• [PROBLEM STATEMENT]: Work through the data below and copy out every line where "Peary" is found.

BEGIN

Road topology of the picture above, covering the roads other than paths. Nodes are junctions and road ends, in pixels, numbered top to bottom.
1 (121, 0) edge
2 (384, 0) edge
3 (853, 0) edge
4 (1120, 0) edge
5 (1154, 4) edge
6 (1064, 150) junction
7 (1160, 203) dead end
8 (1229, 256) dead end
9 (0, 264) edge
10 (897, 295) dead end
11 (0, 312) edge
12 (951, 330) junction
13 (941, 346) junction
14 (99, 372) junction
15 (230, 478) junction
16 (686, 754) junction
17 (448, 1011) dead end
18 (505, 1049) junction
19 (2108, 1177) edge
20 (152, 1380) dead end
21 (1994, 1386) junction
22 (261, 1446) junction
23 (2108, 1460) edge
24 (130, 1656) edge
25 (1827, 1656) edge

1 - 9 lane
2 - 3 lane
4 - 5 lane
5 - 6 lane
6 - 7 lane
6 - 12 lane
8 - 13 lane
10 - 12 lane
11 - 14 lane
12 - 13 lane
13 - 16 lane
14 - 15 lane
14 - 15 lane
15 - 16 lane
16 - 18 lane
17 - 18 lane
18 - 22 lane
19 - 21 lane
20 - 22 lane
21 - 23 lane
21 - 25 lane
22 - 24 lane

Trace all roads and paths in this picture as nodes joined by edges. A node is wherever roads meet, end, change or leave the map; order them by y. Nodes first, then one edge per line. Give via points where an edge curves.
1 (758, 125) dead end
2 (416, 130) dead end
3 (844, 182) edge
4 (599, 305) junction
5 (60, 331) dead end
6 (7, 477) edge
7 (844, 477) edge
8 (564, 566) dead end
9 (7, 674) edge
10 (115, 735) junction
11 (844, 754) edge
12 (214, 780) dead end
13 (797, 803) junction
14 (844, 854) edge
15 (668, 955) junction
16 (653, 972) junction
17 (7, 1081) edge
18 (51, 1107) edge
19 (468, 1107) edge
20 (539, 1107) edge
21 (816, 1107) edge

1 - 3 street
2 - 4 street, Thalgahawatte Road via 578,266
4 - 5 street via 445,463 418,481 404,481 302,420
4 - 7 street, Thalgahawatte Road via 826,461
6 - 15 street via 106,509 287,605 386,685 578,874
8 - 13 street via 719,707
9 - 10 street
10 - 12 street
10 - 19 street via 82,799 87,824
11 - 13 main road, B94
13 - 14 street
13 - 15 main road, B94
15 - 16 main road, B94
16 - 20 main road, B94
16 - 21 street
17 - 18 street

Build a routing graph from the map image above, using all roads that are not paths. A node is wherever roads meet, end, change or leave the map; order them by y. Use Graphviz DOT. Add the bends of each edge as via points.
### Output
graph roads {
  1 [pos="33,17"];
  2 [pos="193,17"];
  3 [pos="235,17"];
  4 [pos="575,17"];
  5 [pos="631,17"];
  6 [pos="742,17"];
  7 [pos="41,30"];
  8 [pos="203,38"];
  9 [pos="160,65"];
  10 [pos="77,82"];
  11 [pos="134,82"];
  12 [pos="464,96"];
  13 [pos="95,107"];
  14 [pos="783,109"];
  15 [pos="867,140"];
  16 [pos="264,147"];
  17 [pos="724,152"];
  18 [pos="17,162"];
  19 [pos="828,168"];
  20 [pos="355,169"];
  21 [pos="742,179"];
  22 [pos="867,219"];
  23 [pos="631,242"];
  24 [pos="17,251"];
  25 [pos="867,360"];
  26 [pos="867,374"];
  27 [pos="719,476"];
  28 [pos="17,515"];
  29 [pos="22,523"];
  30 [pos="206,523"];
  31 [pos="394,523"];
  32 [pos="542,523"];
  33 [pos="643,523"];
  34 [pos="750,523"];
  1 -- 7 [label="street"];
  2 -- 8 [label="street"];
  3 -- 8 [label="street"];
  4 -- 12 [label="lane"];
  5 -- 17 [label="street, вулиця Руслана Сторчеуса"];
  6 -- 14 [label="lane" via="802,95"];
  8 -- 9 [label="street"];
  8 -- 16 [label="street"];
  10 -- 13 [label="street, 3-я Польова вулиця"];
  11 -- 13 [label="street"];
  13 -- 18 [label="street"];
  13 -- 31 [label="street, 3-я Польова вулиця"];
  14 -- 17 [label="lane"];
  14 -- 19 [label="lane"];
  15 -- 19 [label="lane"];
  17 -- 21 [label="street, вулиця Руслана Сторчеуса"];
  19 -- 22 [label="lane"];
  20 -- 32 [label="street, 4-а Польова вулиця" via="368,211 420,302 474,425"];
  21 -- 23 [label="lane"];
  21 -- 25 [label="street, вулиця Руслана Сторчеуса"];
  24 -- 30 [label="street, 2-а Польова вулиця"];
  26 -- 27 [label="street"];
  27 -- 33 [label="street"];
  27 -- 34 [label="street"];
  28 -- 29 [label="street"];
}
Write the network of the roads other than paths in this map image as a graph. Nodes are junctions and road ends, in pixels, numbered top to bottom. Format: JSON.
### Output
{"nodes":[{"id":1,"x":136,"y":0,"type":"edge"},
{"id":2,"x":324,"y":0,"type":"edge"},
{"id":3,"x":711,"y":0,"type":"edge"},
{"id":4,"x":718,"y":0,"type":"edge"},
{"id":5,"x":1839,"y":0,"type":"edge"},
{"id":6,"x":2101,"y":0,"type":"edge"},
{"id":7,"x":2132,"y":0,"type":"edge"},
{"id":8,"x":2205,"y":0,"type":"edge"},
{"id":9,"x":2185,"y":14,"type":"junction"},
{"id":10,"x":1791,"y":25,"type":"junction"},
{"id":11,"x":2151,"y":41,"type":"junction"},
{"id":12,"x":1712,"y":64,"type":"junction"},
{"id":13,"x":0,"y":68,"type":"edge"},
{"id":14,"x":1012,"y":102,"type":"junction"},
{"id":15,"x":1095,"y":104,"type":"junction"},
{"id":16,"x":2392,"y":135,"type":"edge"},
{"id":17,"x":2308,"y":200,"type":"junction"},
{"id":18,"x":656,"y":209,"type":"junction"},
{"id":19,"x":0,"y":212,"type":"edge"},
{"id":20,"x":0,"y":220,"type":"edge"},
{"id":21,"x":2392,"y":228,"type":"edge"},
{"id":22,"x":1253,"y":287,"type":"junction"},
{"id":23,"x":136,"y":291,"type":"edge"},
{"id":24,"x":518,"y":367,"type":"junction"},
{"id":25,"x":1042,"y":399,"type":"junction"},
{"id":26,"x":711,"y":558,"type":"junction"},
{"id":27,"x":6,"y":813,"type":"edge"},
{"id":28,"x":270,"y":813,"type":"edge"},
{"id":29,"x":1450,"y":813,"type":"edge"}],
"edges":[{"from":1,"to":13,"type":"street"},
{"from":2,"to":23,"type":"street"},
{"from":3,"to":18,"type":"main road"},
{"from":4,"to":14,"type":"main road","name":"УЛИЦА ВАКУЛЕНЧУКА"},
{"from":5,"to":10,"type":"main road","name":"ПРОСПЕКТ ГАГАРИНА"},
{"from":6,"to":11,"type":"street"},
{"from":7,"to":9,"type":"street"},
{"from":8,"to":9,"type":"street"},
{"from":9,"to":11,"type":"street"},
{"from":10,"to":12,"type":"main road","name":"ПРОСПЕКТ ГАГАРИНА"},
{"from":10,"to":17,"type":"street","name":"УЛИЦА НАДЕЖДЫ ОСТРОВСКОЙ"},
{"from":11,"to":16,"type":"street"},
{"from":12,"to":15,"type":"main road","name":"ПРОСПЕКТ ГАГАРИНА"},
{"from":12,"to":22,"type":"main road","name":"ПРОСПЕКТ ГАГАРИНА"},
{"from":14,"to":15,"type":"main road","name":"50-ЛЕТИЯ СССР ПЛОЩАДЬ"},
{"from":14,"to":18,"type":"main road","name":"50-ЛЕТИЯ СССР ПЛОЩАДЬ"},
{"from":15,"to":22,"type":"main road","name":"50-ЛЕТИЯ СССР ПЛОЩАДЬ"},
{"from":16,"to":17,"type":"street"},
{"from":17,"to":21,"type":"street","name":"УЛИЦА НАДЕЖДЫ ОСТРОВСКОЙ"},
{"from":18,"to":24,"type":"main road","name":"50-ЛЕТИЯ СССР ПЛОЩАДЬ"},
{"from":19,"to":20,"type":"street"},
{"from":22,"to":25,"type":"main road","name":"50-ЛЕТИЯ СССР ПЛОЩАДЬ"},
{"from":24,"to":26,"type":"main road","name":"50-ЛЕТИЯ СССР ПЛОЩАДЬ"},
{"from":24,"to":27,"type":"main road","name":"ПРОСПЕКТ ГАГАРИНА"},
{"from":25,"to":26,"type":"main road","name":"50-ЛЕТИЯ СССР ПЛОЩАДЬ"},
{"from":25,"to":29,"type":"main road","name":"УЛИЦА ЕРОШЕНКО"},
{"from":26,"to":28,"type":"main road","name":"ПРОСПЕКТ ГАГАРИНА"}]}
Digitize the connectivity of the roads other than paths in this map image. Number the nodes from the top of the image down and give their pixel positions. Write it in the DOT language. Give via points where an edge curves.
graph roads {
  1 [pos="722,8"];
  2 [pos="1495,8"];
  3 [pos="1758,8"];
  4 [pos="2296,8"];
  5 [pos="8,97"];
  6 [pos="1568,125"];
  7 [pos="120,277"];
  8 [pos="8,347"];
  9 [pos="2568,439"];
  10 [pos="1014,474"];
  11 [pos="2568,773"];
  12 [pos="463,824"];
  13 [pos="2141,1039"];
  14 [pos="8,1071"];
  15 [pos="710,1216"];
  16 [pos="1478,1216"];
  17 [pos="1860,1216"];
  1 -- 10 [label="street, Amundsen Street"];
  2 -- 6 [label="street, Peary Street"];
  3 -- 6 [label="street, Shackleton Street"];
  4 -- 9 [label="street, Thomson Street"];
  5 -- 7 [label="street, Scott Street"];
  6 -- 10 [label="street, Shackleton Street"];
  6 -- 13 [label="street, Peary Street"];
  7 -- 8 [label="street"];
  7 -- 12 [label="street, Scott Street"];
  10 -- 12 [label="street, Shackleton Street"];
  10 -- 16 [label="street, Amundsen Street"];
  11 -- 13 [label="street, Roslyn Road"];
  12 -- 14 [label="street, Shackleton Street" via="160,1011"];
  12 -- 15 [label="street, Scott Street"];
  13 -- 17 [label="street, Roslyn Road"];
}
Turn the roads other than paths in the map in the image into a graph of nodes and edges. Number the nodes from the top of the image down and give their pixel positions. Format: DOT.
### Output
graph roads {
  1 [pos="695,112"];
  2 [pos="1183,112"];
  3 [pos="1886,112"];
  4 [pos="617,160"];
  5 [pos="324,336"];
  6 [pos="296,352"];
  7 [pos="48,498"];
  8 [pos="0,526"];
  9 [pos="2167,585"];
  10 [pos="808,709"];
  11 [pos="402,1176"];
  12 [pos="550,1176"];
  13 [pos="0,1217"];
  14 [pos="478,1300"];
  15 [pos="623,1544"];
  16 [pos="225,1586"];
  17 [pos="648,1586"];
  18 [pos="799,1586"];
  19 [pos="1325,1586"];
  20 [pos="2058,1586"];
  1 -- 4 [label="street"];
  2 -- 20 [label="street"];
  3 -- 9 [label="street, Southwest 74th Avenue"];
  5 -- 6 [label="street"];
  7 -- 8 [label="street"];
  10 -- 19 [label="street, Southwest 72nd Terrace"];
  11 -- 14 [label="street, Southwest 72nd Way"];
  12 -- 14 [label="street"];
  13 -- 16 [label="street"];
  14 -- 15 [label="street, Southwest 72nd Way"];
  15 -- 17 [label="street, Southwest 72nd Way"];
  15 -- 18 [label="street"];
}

END

• [SOLUTION FOR THIS EXERCISE]:
  2 -- 6 [label="street, Peary Street"];
  6 -- 13 [label="street, Peary Street"];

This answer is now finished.